[linux-lvm] Fwd: [Linux-cluster] inconsistend volume group after pvmove
Jonathan Brassow
jbrassow at redhat.com
Wed Jul 2 14:16:48 UTC 2008
Spotted this message on linux-cluster...
It seems to me that the LVM label on /dev/sdh still needs to be wiped
(pvremove /dev/sdh)... [Although, I'm not sure the PV has been
removed from the VG yet... unless by chance it was failing when they
did the 'vgreduce'... and that wouldn't explain why there were
problems /before/ the vgreduce.] I'm not sure how it got to the point
of having inconsistent metadata after running the pvmove. Also note
that this is done using CLVM.
Anyone have ideas?
brassow
Begin forwarded message:
> From: "Andreas Schneider" <andreas.schneider at f-it.biz>
> Date: July 1, 2008 3:02:18 AM CDT
> To: <linux-cluster at redhat.com>
> Subject: [Linux-cluster] inconsistend volume group after pvmove
> Reply-To: linux clustering <linux-cluster at redhat.com>
>
> Hello,
> This is our setup: We have 3 Linux servers (2.6.18 Centos 5),
> clustered, with a clvmd running one “big” volume group (15 SCSI
> disks a 69,9 GB).
> After we got an hardware I/O error on one disk out gfs filesystem
> began to loop.
> So we stopped all services and we determined the corrupted disk (/
> dev/sdh) and my intention was to do the following:
> - pvmove /dev/sdh
> - vgreduce my_volumegroup /dev/sdh
> - do an intensive hardware check on the volume
>
>
> But: that’s what happened during pvmove –v /dev/sdh:
> …….
> /dev/sdh: Moved: 78,6%
> /dev/sdh: Moved: 79,1%
> /dev/sdh: Moved: 79,7%
> /dev/sdh: Moved: 80,0%
> Updating volume group metadata
> Creating volume group backup "/etc/lvm/backup/myvol_vg" (seqno
> 46).
> Error locking on node server1: device-mapper: reload ioctl failed:
> Das Argument ist ungültig
> Unable to reactivate logical volume "pvmove0"

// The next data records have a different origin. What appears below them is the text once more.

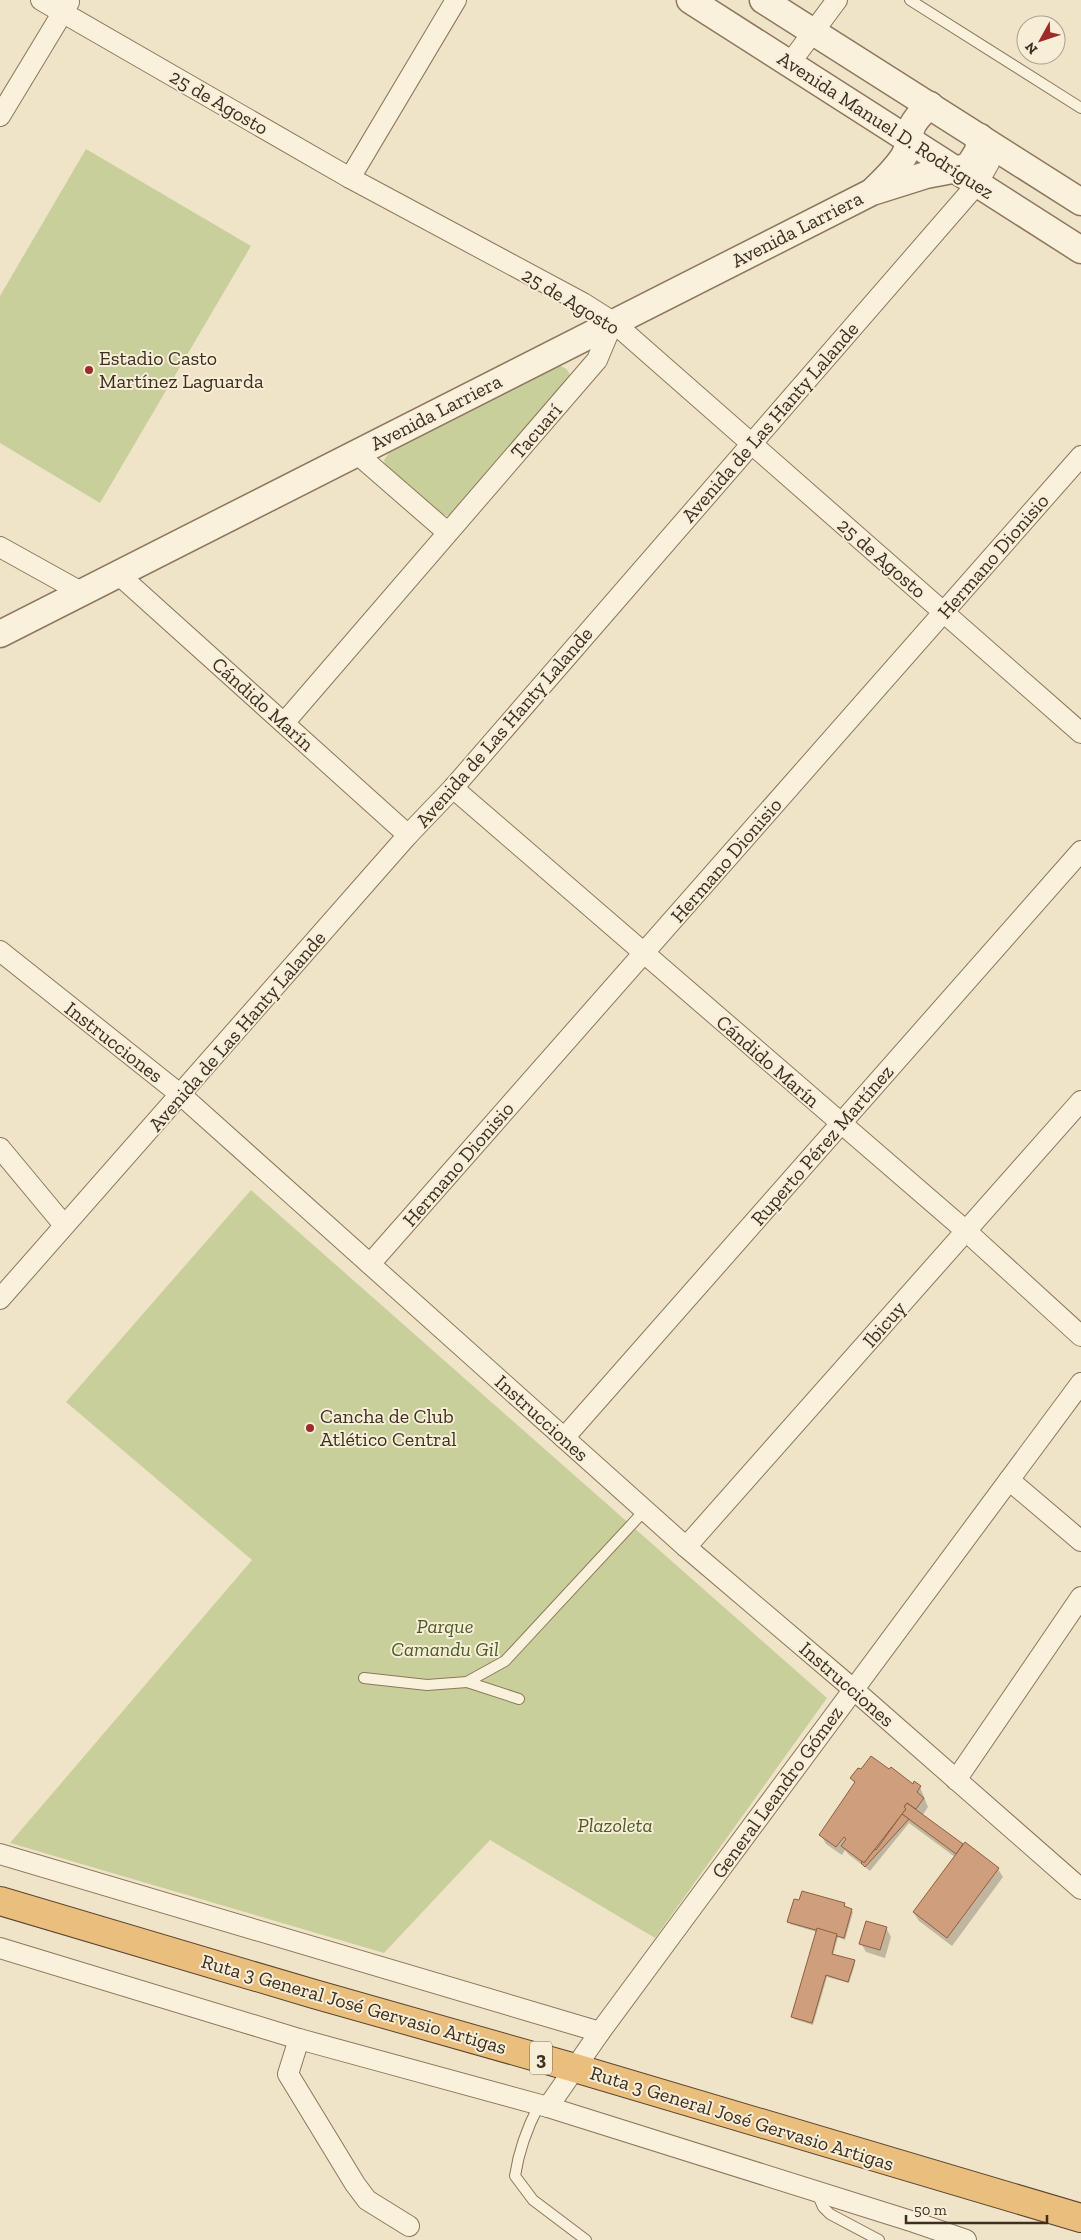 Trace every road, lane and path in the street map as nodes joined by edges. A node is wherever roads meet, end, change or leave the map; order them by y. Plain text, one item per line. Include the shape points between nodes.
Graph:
1 (41, 0) edge
2 (456, 0) edge
3 (690, 0) edge
4 (763, 0) edge
5 (837, 0) edge
6 (910, 0) edge
7 (66, 6) edge
8 (812, 31) junction
9 (790, 63) junction
10 (930, 106) junction
11 (1081, 108) edge
12 (0, 116) edge
13 (911, 141) junction
14 (987, 141) junction
15 (967, 177) junction
16 (350, 178) junction
17 (872, 192) junction
18 (1081, 202) edge
19 (1081, 250) edge
20 (613, 322) junction
21 (752, 443) junction
22 (355, 452) junction
23 (1081, 456) edge
24 (448, 532) junction
25 (0, 548) edge
26 (117, 573) junction
27 (81, 592) junction
28 (944, 613) junction
29 (0, 634) edge
30 (284, 723) junction
31 (1081, 734) edge
32 (453, 788) junction
33 (408, 835) junction
34 (1081, 851) edge
35 (0, 951) edge
36 (643, 954) junction
37 (181, 1095) junction
38 (1081, 1101) edge
39 (841, 1124) junction
40 (0, 1148) edge
41 (64, 1225) junction
42 (966, 1231) junction
43 (370, 1264) junction
44 (0, 1299) edge
45 (1081, 1336) edge
46 (1081, 1383) edge
47 (564, 1438) junction
48 (1009, 1480) junction
49 (645, 1510) junction
50 (1081, 1541) edge
51 (686, 1547) junction
52 (1081, 1597) edge
53 (364, 1678) dead end
54 (466, 1682) junction
55 (853, 1689) junction
56 (519, 1699) dead end
57 (956, 1780) junction
58 (0, 1854) edge
59 (1081, 1889) edge
60 (0, 1901) edge
61 (0, 1948) edge
62 (600, 2032) junction
63 (299, 2038) junction
64 (575, 2068) junction
65 (544, 2106) junction
66 (816, 2191) junction
67 (1081, 2218) edge
68 (409, 2226) dead end
69 (586, 2240) edge
70 (879, 2240) edge
71 (966, 2240) edge

1 - 7 street, 25 de Agosto
2 - 16 street
3 - 9 street, Avenida Manuel D. Rodríguez
4 - 8 street, Avenida Manuel D. Rodríguez
5 - 8 street
6 - 11 lane
7 - 12 street
7 - 16 street, 25 de Agosto
8 - 9 street
8 - 10 street, Avenida Manuel D. Rodríguez
9 - 13 street, Avenida Manuel D. Rodríguez
10 - 13 street, Avenida Larriera via 911,128
10 - 14 street, Avenida Manuel D. Rodríguez
13 - 15 street, Avenida Manuel D. Rodríguez
13 - 17 street, Avenida Larriera via 892,172
14 - 15 street, Avenida Larriera via 970,164
14 - 18 street, Avenida Manuel D. Rodríguez
15 - 17 street, Avenida Larriera via 926,175
15 - 19 street, Avenida Manuel D. Rodríguez
15 - 21 street, Avenida de Las Hanty Lalande
16 - 20 street, 25 de Agosto
17 - 20 street, Avenida Larriera
20 - 21 street, 25 de Agosto
20 - 22 street, Avenida Larriera
20 - 24 street, Tacuarí via 597,360
21 - 28 street, 25 de Agosto
21 - 32 street, Avenida de Las Hanty Lalande
22 - 24 street
22 - 26 street, Avenida Larriera
23 - 28 street, Hermano Dionisio
24 - 30 street, Tacuarí
25 - 27 street
26 - 27 street, Avenida Larriera
26 - 30 street, Cándido Marín
27 - 29 street, Avenida Larriera
28 - 31 street, 25 de Agosto
28 - 36 street, Hermano Dionisio
30 - 33 street, Cándido Marín
32 - 33 street, Avenida de Las Hanty Lalande
32 - 36 street, Cándido Marín
33 - 37 street, Avenida de Las Hanty Lalande
34 - 39 street, Ruperto Pérez Martínez
35 - 37 street, Instrucciones
36 - 39 street, Cándido Marín
36 - 43 street, Hermano Dionisio
37 - 41 street, Avenida de Las Hanty Lalande
37 - 43 street, Instrucciones
38 - 42 street, Ibicuy
39 - 42 street, Cándido Marín
39 - 47 street, Ruperto Pérez Martínez
40 - 41 street
41 - 44 street, Avenida de Las Hanty Lalande
42 - 45 street, Cándido Marín
42 - 51 street, Ibicuy
43 - 47 street, Instrucciones
46 - 48 street, General Leandro Gómez
47 - 49 street, Instrucciones
48 - 50 street
48 - 55 street, General Leandro Gómez
49 - 51 street, Instrucciones
49 - 54 lane via 505,1661
51 - 55 street, Instrucciones
52 - 57 street
53 - 54 lane via 427,1685
54 - 56 lane
55 - 57 street, Instrucciones
55 - 62 street, General Leandro Gómez
57 - 59 street, Instrucciones
58 - 62 street, Ruta 3 General José Gervasio Artigas
60 - 64 highway, Ruta 3 General José Gervasio Artigas / 3
61 - 63 street
62 - 64 street, General Leandro Gómez
63 - 65 street
63 - 68 street via 288,2074 354,2184 367,2200
64 - 65 street, General Leandro Gómez
64 - 67 highway, Ruta 3 General José Gervasio Artigas / 3
65 - 66 street
65 - 69 lane via 524,2134 515,2176 533,2200
66 - 70 lane via 830,2214
66 - 71 street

> ABORTING: Segment progression failed.
> Removing temporary pvmove LV
> Writing out final volume group after pvmove
> Creating volume group backup "/etc/lvm/backup/myvol_vg" (seqno
> 48).
> [root at hpserver1 ~]# pvscan
> PV /dev/cciss/c0d0p2 VG VolGroup00 lvm2 [33,81 GB / 0 free]

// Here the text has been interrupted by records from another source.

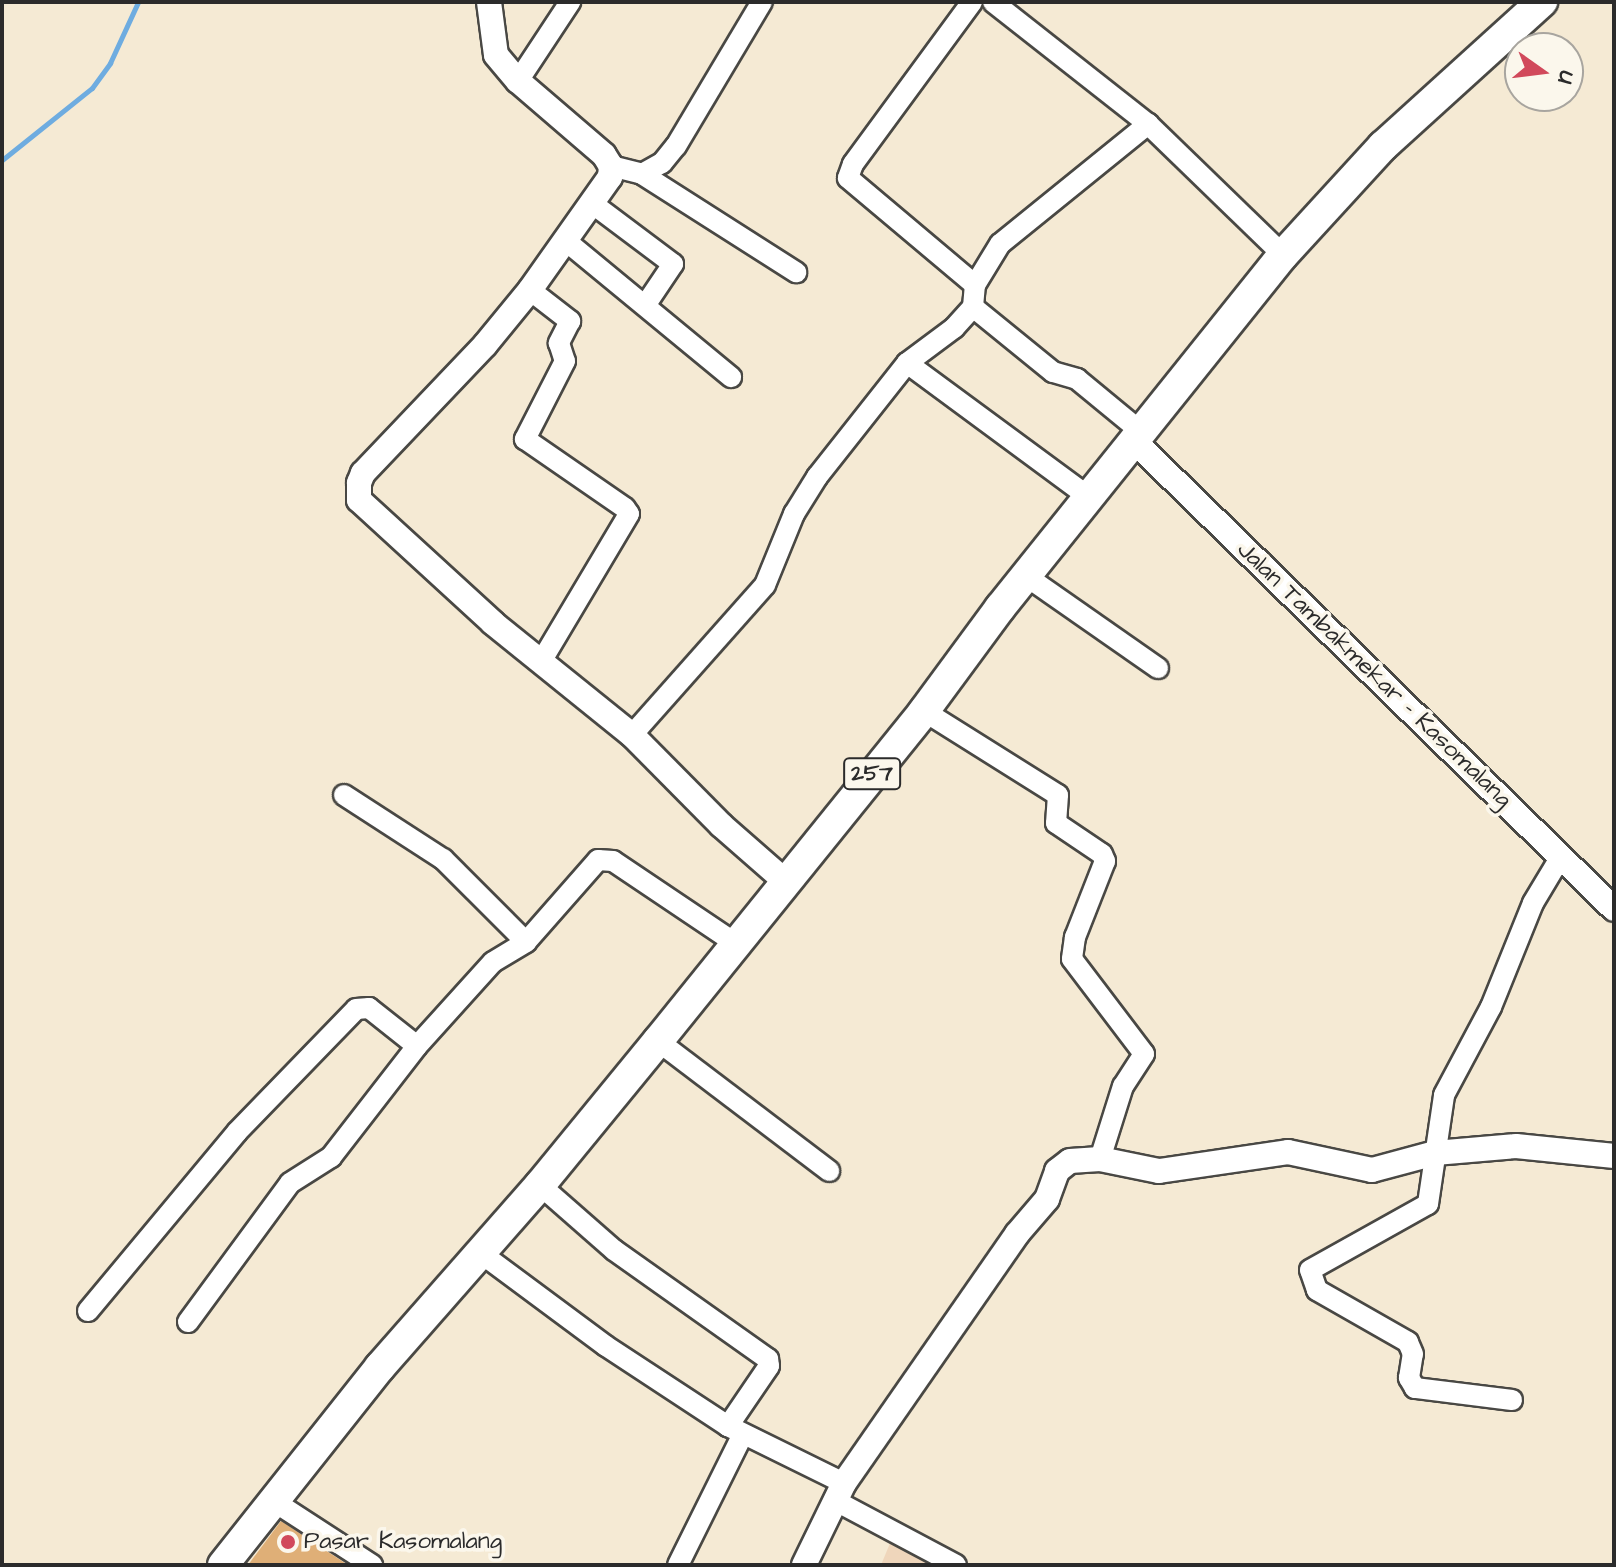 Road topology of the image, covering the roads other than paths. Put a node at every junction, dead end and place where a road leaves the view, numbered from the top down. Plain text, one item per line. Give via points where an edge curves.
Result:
1 (489, 2) edge
2 (570, 2) edge
3 (762, 2) edge
4 (972, 2) edge
5 (993, 2) edge
6 (1542, 2) edge
7 (518, 81) junction
8 (1148, 124) junction
9 (611, 166) junction
10 (642, 174) junction
11 (593, 204) junction
12 (566, 241) junction
13 (1283, 255) junction
14 (796, 272) dead end
15 (975, 285) junction
16 (530, 290) junction
17 (646, 304) junction
18 (973, 307) junction
19 (907, 363) junction
20 (731, 377) dead end
21 (1137, 436) junction
22 (1089, 497) junction
23 (1026, 576) junction
24 (542, 660) junction
25 (1158, 668) dead end
26 (924, 711) junction
27 (632, 735) junction
28 (344, 795) dead end
29 (1560, 858) junction
30 (785, 881) junction
31 (1614, 909) edge
32 (526, 942) junction
33 (735, 943) junction
34 (658, 1041) junction
35 (417, 1046) junction
36 (1435, 1153) junction
37 (1614, 1156) edge
38 (1100, 1159) junction
39 (829, 1171) dead end
40 (540, 1185) junction
41 (482, 1254) junction
42 (88, 1311) dead end
43 (188, 1322) dead end
44 (1512, 1400) dead end
45 (736, 1430) junction
46 (839, 1492) junction
47 (275, 1502) junction
48 (223, 1565) edge
49 (372, 1565) edge
50 (678, 1565) edge
51 (804, 1565) edge
52 (956, 1565) edge

1 - 7 street via 496,55
2 - 7 street
3 - 10 street via 676,146 662,163
4 - 15 street via 848,178
5 - 8 street
6 - 13 main road, 257 via 1383,146
7 - 9 street via 599,149
8 - 13 street
8 - 15 street via 1012,234
9 - 10 street
9 - 11 street via 607,185
10 - 14 street
11 - 12 street
11 - 17 street via 673,264
12 - 16 street
12 - 17 street
13 - 21 main road, 257
15 - 18 street
16 - 24 street via 570,323 559,343 565,361 525,439 629,514
16 - 24 street via 454,381 363,473 358,492 364,509
17 - 20 street
18 - 19 street
18 - 21 street via 1053,372 1077,379
19 - 22 street
19 - 27 street via 806,493 765,585
21 - 22 main road, 257
21 - 29 street, Jalan Tambakmekar - Kasomalang
22 - 23 main road, 257
23 - 25 street
23 - 26 main road, 257
24 - 27 street
26 - 30 main road, 257
26 - 38 street via 1058,795 1056,823 1105,861 1075,937 1072,959 1144,1054 1119,1094
27 - 30 street
28 - 32 street via 424,843
29 - 31 street, Jalan Tambakmekar - Kasomalang
29 - 36 street via 1533,903 1475,1040 1454,1071 1444,1095
30 - 33 main road, 257
32 - 33 street via 605,858
32 - 35 street via 493,962
33 - 34 main road, 257
34 - 39 street
34 - 40 main road, 257
35 - 42 street via 369,1008 356,1009 237,1132
35 - 43 street via 331,1157 290,1183
36 - 37 street via 1516,1146
36 - 38 street via 1372,1170 1288,1152 1159,1171
36 - 44 street via 1428,1204 1310,1270 1316,1288 1408,1342 1413,1354 1409,1378 1415,1388
38 - 46 street via 1070,1161 1057,1171 1047,1199 1017,1234
40 - 41 main road, 257
40 - 45 street via 614,1250 768,1359
41 - 45 street via 606,1346
41 - 47 main road, 257 via 380,1367
45 - 46 street
45 - 50 street
46 - 51 street
46 - 52 street
47 - 48 main road, 257
47 - 49 street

> PV /dev/sda VG fit_vg lvm2 [68,36 GB / 0 free]
> PV /dev/sdb VG fit_vg lvm2 [68,36 GB / 0 free]
> PV /dev/sdc VG fit_vg lvm2 [68,36 GB / 0 free]
> PV /dev/sdd VG fit_vg lvm2 [68,36 GB / 0 free]
> PV /dev/sde VG fit_vg lvm2 [66,75 GB / 46,75 GB
> free]
> PV /dev/sdf VG fit_vg lvm2 [68,36 GB / 0 free]
> PV /dev/sdg VG fit_vg lvm2 [68,36 GB / 0 free]
> PV /dev/sdh VG fit_vg lvm2 [68,36 GB / 58,36 GB
> free]
> PV /dev/sdj VG fit_vg lvm2 [68,36 GB / 54,99 GB
> free]
> PV /dev/sdi VG fit_vg lvm2 [68,36 GB / 15,09 GB
> free]
> PV /dev/sdk1 VG fit_vg lvm2 [68,36 GB / 55,09 GB
> free]
> Total: 12 [784,20 GB] / in use: 12 [784,20 GB] / in no VG: 0 [0 ]
>
> That sounded bad, and I didn’t have any idea what to do, but read,
> that pvmove can start at the point it was, so I started pvmove
> againg and now pvmove could move all data.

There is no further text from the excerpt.